Output the complete listing exactly, please, and keep the pictures out of it.

====================

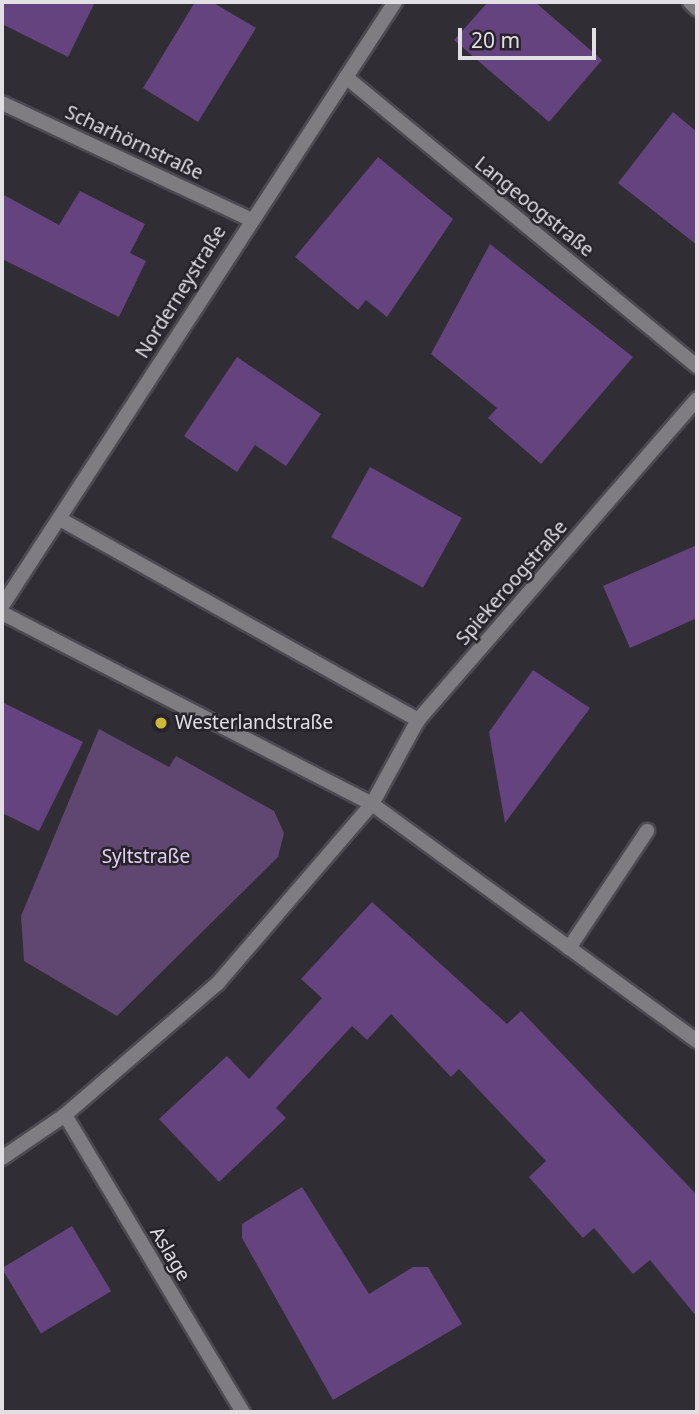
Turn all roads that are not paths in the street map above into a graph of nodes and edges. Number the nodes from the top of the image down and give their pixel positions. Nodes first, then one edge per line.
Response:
1 (395, 2) edge
2 (690, 2) edge
3 (697, 9) edge
4 (346, 77) junction
5 (2, 103) edge
6 (250, 219) junction
7 (697, 366) edge
8 (697, 399) edge
9 (60, 519) junction
10 (2, 606) edge
11 (2, 613) edge
12 (418, 720) junction
13 (372, 804) junction
14 (647, 831) dead end
15 (569, 948) junction
16 (697, 1041) edge
17 (65, 1115) junction
18 (2, 1158) edge
19 (243, 1412) edge

1 - 4 street, Norderneystraße
2 - 3 street
4 - 6 street, Norderneystraße
4 - 7 street, Langeoogstraße
5 - 6 street, Scharhörnstraße
6 - 9 street, Norderneystraße
8 - 12 street, Spiekeroogstraße
9 - 10 street, Norderneystraße
9 - 12 street
11 - 13 street
12 - 13 street, Spiekeroogstraße
13 - 15 street
13 - 17 street
14 - 15 street
15 - 16 street
17 - 18 street
17 - 19 street, Aslage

====================

--- Output below ---
Turn all roads that are not paths in the street map above into a graph of nodes and edges. Number the nodes from the top of the image down and give their pixel positions. Nodes first, then one edge per line.
Response:
1 (395, 2) edge
2 (690, 2) edge
3 (697, 9) edge
4 (346, 77) junction
5 (2, 103) edge
6 (250, 219) junction
7 (697, 366) edge
8 (697, 399) edge
9 (60, 519) junction
10 (2, 606) edge
11 (2, 613) edge
12 (418, 720) junction
13 (372, 804) junction
14 (647, 831) dead end
15 (569, 948) junction
16 (697, 1041) edge
17 (65, 1115) junction
18 (2, 1158) edge
19 (243, 1412) edge

1 - 4 street, Norderneystraße
2 - 3 street
4 - 6 street, Norderneystraße
4 - 7 street, Langeoogstraße
5 - 6 street, Scharhörnstraße
6 - 9 street, Norderneystraße
8 - 12 street, Spiekeroogstraße
9 - 10 street, Norderneystraße
9 - 12 street
11 - 13 street
12 - 13 street, Spiekeroogstraße
13 - 15 street
13 - 17 street
14 - 15 street
15 - 16 street
17 - 18 street
17 - 19 street, Aslage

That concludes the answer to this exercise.